NEW YORK  - CBS and Viacom, both controlled by the Redstone family, have agreed to a $30 billion reunion. Rogue chief executives, supine boards and dumb disputes gummed up the process. Hefty cost savings won’t make up for the billions in lost value after three years of limbo.

Putting the U.S. broadcaster and the MTV operator back together after 13 years has not been easy, despite their common controlling shareholder. But on Tuesday the two companies, to be called ViacomCBS, agreed to a stock swap. Existing CBS shareholders will own 61%, with Viacom investors owning the rest. Shari Redstone, the daughter of nonagenarian Sumner, will assume the chair of the board and Bob Bakish, Viacom’s current leader, will run the new media firm.

The reunification has been in the works since 2016 but former bosses Philippe Dauman at Viacom and Les Moonves at CBS resisted and contrived to destroy value. Clearing them out and refreshing the boards was necessary, but took away from what should have been inevitable.

Take the S&P 500 Media and Entertainment benchmark. It’s up roughly 20% since mid-August 2016. Three years ago, the combined market capitalizations of CBS and Viacom added up to over $40 billion. Had their values increased in line with the sector, the two companies would together now be worth well over $45 billion. They’re actually valued at only two-thirds of that.

The combo is touting $500 million in annual savings. Once taxed and capitalized on a multiple of 10, that equates to about $4 billion in present value. That should be good for shareholders in both companies, but it recoups less than a third of the missing $15 billion or so of value. That shortfall would be greater if more focused versions of CBS and Viacom had performed in line with Walt Disney or the smaller Discovery, whose valuations have outperformed the sector.

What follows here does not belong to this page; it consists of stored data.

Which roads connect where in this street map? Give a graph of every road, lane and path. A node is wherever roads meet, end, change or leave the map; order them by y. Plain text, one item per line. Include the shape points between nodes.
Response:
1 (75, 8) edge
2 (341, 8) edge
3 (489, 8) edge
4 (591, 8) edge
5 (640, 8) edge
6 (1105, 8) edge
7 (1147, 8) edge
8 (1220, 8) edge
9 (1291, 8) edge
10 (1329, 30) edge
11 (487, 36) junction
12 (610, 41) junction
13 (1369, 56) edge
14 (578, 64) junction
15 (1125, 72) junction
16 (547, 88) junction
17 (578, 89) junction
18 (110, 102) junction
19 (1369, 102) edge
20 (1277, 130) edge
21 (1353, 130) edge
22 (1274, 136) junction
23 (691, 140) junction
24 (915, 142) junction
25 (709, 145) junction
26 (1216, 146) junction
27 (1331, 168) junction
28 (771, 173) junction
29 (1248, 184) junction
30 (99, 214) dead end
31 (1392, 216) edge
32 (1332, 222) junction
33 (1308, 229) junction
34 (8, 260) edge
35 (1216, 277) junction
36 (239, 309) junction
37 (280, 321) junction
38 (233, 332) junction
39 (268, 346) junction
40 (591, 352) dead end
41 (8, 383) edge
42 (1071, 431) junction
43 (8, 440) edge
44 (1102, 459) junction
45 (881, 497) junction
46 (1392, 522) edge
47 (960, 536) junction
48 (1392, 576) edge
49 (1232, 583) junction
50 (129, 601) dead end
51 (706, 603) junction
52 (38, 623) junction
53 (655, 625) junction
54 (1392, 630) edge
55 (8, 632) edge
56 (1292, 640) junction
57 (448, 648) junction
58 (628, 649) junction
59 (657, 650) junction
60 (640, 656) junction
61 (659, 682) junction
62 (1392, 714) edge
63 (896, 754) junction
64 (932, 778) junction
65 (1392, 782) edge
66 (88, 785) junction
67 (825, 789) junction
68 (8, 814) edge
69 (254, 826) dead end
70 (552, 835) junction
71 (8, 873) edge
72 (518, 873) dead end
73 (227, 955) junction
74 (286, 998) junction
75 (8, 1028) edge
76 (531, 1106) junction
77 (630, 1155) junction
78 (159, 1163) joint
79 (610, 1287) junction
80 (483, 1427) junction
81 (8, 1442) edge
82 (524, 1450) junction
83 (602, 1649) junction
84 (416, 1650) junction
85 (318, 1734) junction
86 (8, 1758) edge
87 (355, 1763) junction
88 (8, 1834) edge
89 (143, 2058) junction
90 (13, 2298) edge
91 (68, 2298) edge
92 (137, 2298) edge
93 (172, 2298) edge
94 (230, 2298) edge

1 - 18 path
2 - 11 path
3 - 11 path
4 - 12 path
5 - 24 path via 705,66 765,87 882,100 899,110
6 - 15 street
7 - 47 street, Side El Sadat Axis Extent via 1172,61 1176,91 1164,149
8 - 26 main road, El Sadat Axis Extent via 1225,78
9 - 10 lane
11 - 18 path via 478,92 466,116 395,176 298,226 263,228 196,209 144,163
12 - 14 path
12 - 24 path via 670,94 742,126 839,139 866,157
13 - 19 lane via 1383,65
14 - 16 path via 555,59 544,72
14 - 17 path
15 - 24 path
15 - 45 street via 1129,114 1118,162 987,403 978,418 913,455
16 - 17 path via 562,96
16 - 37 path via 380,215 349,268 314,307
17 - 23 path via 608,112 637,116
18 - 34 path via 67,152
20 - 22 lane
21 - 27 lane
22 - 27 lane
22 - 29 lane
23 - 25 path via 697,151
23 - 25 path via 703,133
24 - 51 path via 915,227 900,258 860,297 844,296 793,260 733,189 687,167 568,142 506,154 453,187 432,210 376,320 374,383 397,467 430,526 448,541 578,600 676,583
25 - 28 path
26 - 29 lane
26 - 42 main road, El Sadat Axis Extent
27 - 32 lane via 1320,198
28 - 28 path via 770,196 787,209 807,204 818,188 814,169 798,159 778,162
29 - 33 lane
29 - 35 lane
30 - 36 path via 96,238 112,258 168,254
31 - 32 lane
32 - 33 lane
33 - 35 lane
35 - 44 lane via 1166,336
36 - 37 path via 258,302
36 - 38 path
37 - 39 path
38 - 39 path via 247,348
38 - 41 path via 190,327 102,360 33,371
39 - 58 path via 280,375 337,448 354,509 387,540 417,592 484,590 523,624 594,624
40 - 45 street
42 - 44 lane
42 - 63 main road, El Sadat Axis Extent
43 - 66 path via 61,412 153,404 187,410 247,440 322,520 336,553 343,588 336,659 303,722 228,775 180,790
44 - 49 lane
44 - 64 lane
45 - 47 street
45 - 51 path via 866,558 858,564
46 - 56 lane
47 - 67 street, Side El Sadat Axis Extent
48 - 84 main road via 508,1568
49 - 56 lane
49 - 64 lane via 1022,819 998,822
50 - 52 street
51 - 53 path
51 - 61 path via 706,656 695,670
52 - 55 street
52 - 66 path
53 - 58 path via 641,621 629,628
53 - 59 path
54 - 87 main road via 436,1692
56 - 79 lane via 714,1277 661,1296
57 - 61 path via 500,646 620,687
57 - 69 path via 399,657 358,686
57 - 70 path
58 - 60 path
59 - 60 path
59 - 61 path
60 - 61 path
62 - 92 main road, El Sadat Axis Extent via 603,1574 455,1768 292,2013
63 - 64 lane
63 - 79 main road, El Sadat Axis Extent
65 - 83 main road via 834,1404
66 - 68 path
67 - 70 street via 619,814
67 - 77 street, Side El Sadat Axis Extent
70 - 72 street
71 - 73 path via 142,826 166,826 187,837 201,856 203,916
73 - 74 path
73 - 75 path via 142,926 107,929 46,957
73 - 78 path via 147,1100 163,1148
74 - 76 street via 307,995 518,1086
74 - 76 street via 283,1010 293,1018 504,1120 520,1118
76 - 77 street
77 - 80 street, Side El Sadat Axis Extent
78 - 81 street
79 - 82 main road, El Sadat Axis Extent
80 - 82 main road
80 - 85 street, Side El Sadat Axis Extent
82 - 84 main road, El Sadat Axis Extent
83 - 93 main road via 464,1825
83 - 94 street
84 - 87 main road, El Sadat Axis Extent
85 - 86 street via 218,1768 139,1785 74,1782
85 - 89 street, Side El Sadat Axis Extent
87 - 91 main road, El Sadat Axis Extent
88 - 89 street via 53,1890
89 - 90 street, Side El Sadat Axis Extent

Such is the cost of CEO egos and dithering. Bakish will have to convince investors the tie-up, home to Paramount Pictures, Stephen Colbert, NFL football games, and SpongeBob, deserves a better status among his peers. For now, the long-awaited merger is more of a whimper than the Big Bang.

 

CONTEXT NEWS

- CBS and Viacom on Aug. 13 said they had agreed to merge in an all-stock transaction worth $30 billion based on the closing share prices of both companies on Aug. 12.

- Viacom Class A shares and Class B shares will convert into 0.59625 of CBS Class A shares and Class B shares, respectively. Existing CBS shareholders will own 61% of the company, to be known as ViacomCBS, while existing Viacom shareholders will own 39%.

- National Amusements, the investment vehicle owned by the Redstone family, holds nearly 80% of the voting Class A shares of each company. Class B shareholders do not get a vote.

- Bob Bakish, the chief executive of Viacom, will become CEO of ViacomCBS while CBS interim chief executive Joe Ianniello will serve as chairman and CEO of the CBS business. Shari Redstone will become chair of the combined company.